If you mean high prices are only affordable by those with high NW or incomes, yes there is probably some foreign buying going on at the high end. I am not seeing that percolate significantly region-wide, leading me to conclude that a market as large as Vancouver’s is capable of meeting the demand for housing.
It is a bit of everything in the mix. Foreign capital is definitely part of it. As are low rates, basement suites and laneway houses, renovations, density speculation, population growth, demographics, and plain old fear.
Don’t get me wrong, I hate outsiders as much as anyone but Vancouver as a region still has lots of places to expand.
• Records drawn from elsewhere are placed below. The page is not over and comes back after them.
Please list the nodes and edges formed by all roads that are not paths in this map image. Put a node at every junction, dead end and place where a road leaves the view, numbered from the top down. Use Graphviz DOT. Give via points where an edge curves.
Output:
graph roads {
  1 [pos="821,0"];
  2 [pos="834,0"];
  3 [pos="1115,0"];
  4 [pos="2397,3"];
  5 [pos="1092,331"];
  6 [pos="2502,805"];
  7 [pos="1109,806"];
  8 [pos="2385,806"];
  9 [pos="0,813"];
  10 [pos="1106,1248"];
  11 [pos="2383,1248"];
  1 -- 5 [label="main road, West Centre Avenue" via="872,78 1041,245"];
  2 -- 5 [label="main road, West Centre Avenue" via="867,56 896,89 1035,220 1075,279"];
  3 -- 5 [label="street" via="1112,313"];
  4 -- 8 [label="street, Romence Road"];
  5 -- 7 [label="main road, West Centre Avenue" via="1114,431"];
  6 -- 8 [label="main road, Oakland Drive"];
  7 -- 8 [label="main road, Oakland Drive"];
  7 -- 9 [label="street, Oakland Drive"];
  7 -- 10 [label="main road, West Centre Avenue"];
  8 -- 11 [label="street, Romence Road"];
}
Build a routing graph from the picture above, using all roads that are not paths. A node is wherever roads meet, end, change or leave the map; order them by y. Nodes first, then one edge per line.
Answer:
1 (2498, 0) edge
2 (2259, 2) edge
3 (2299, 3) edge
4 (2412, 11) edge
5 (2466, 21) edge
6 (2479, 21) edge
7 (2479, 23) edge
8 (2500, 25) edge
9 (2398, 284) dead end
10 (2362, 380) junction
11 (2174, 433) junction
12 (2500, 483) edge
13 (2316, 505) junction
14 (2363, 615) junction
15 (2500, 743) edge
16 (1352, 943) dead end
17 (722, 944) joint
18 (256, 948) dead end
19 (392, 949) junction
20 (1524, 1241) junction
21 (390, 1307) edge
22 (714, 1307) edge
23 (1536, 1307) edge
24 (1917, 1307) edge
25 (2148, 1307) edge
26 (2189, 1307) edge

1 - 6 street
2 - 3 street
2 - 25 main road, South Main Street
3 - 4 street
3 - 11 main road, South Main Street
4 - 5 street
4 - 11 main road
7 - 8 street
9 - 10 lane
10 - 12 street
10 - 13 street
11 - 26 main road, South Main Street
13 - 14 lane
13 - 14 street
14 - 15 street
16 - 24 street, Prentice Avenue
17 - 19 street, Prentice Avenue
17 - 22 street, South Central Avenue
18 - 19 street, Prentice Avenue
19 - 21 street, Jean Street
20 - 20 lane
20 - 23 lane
Just perhaps not in the areas people aspire to live in.
Do you have any other explanation for the recent high-end activity? Where is all that wealth coming from? Is there some new, fast-growing, high-paying industry that I’m unaware of?
There might not be any foreign buying going on in Langley, but here on the West Side, it is very significant and so is the percolation.
Did San Diego only run out of land in the places people didn’t aspire to live in?
This seems like skirting around the issue.
A more basic question;
Are we to believe there is enough locally generated wealth/income to justify the run up in prices in areas that statistically seem to be galaxies away from reach by documented incomes?
And if the answer is “yes.” What areas of the economy are generating the necessary wealth/income to continue the price growth?
Vancouver houses are used for growops….
grow ops hurt home values, not help them.
Welcome back Michael.
Welcome back Michael. It’s been awhile, I’ve been waiting for the market to correct since 2012. So far I have been absolutely wrong and all my friends and family just shake their head on why I didn’t buy a detached house sooner. Now I have 2 kids and renting. Soon I will throw in the towel and going to buy a house, even though I believe prices will go down once interest rates rise. I have a personal deadline of end of this year. But I simply don’t care anymore, I’m getting old and just want to own a detached house.